Auf die Berufung der Beklagten zu 4) wird das am 25.11.2014 verkündete Urteil der 16. Zivilkammer des Landgerichts Wuppertal – 16 O 13/14 – teilweise insoweit abgeändert, als die Beklagte zu 4) (neben der Beklagten zu 1) als Gesamtschuldner verurteilt bzw. ihre gesamtschuldnerische Haftung (neben der Beklagten zu 1) festgestellt worden ist; die Klage wird – auch soweit sie gegen die Beklagte zu 4) gerichtet ist – abgewiesen.Die Berufung der Beklagten zu 1) wird zurückgewiesen.

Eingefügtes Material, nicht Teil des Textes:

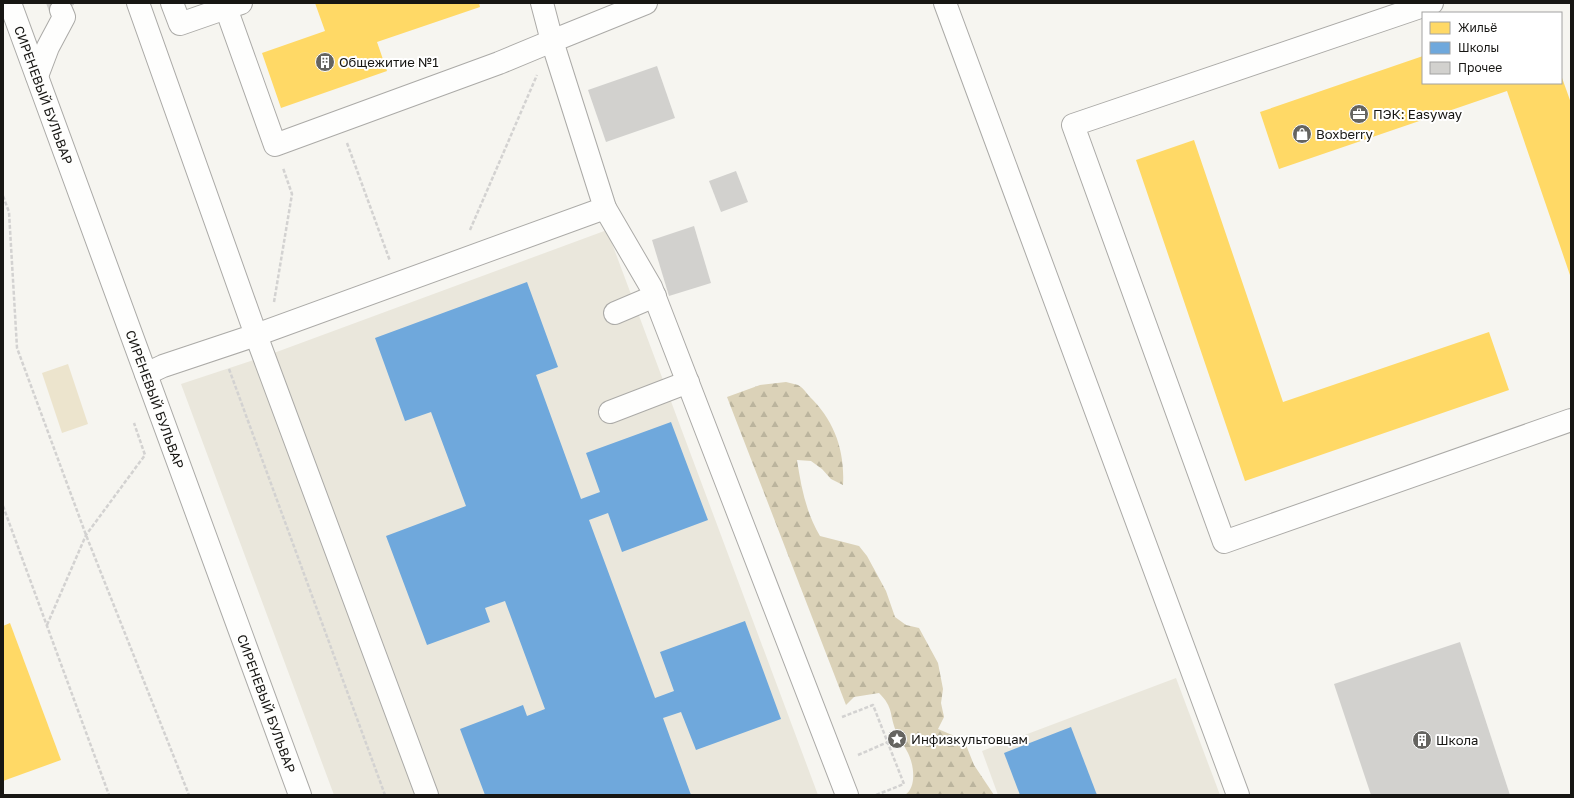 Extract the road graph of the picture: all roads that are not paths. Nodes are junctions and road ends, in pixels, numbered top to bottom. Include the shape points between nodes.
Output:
1 (138, 3) edge
2 (172, 3) edge
3 (542, 3) edge
4 (646, 3) edge
5 (945, 3) edge
6 (1432, 3) edge
7 (234, 6) edge
8 (9, 10) edge
9 (61, 10) dead end
10 (552, 41) junction
11 (37, 76) junction
12 (605, 208) junction
13 (655, 296) junction
14 (615, 313) dead end
15 (263, 333) junction
16 (146, 374) junction
17 (688, 382) junction
18 (610, 412) dead end
19 (1571, 420) edge
20 (300, 795) edge
21 (427, 795) edge
22 (847, 795) edge
23 (1238, 795) edge

1 - 15 main road
2 - 7 main road via 180,24
3 - 10 main road
4 - 10 main road
5 - 23 main road
6 - 19 main road via 1073,125 1224,542
7 - 10 main road via 275,144 499,63
8 - 11 main road, СИРЕНЕВЫЙ БУЛЬВАР
9 - 11 main road via 64,17 48,47
10 - 12 main road
11 - 16 main road, СИРЕНЕВЫЙ БУЛЬВАР
12 - 13 main road
12 - 15 main road
13 - 14 main road
13 - 17 main road
15 - 16 main road
15 - 21 main road
16 - 20 main road, СИРЕНЕВЫЙ БУЛЬВАР
17 - 18 main road
17 - 22 main road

Hinsichtlich der Gerichtskosten und außergerichtlichen Kosten des erstinstanzlichen Verfahrens gilt Folgendes:Die Gerichtskosten und die außergerichtlichen Kosten der Klägerin tragen die Klägerin zu 89% und die Beklagte zu 1) zu 11%. Die außergerichtlichen Kosten der Streithelfer der Klägerin trägt die Beklagte zu 1) zu 11%. Die Klägerin trägt die außergerichtlichen Kosten der Beklagten zu 2) – 9) sowie der Streithelferin auf Beklagtenseite zu 2) in vollem Umfang und der Streithelferin auf Beklagtenseite zu 1) zu 89%. Im Übrigen findet eine Kostenerstattung nicht statt.

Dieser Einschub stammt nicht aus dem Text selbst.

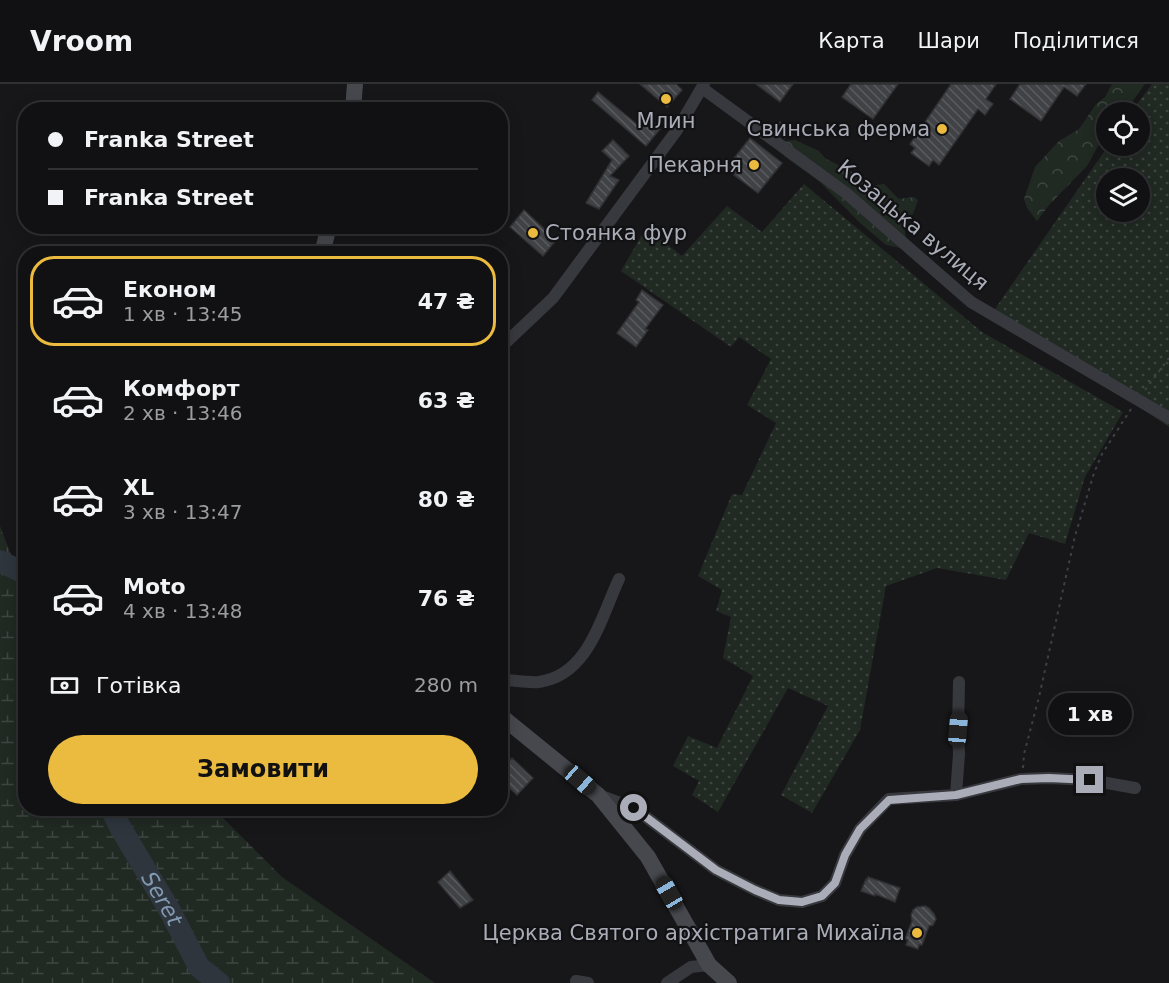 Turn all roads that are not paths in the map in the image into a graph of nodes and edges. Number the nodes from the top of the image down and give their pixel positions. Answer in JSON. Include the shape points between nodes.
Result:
{"nodes":[{"id":1,"x":355,"y":84,"type":"edge"},
{"id":2,"x":703,"y":86,"type":"edge"},
{"id":3,"x":354,"y":102,"type":"edge"},
{"id":4,"x":508,"y":340,"type":"edge"},
{"id":5,"x":1169,"y":418,"type":"edge"},
{"id":6,"x":619,"y":579,"type":"dead end"},
{"id":7,"x":508,"y":680,"type":"edge"},
{"id":8,"x":959,"y":682,"type":"dead end"},
{"id":9,"x":508,"y":722,"type":"edge"},
{"id":10,"x":1135,"y":788,"type":"dead end"},
{"id":11,"x":598,"y":795,"type":"junction"},
{"id":12,"x":956,"y":795,"type":"junction"},
{"id":13,"x":710,"y":965,"type":"junction"},
{"id":14,"x":668,"y":983,"type":"edge"},
{"id":15,"x":729,"y":983,"type":"edge"}],
"edges":[{"from":1,"to":3,"type":"main road"},
{"from":2,"to":4,"type":"street","via":[[677,130],[553,298]]},
{"from":2,"to":5,"type":"street","name":"Козацька вулиця","via":[[846,193],[971,302]]},
{"from":6,"to":7,"type":"street","via":[[588,648],[566,671],[536,682]]},
{"from":8,"to":12,"type":"street"},
{"from":9,"to":11,"type":"main road"},
{"from":10,"to":12,"type":"street","via":[[1090,780],[1021,779]]},
{"from":11,"to":12,"type":"street","via":[[634,808],[716,870],[779,900],[802,902],[822,896],[835,883],[860,829],[889,800]]},
{"from":11,"to":13,"type":"main road","via":[[648,857]]},
{"from":13,"to":14,"type":"street","via":[[692,967]]},
{"from":13,"to":15,"type":"main road"}]}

Hinsichtlich der Gerichtskosten und außergerichtlichen Kosten des Berufungsverfahrens gilt Folgendes:

Die Gerichtskosten und die außergerichtlichen Kosten der Klägerin tragen die Klägerin und die Beklagte zu 1) zu je 50%. Die Beklagte zu 1) trägt ebenfalls 50% der außergerichtlichen Kosten der Streithelferin der Klägerin, während die Klägerin 50 % der außergerichtlichen Kosten der Streithelferin zu 1) trägt. Die außergerichtlichen Kosten der Beklagten zu 4) sowie der Streithelferin zu 2) trägt die Klägerin in vollem Umfang. Im Übrigen findet eine Kostenerstattung nicht statt.Das Urteil ist vorläufig vollstreckbar. Die Parteien können die Zwangsvollstreckung aus dem Urteil gegen Sicherheitsleistung in Höhe von 110% des vollstreckbaren Betrages abwenden, sofern nicht die jeweils vollstreckende Partei bzw. die Streithelfer zuvor Sicherheit in Höhe des jeweils zu vollstreckenden Betrages erbracht hat.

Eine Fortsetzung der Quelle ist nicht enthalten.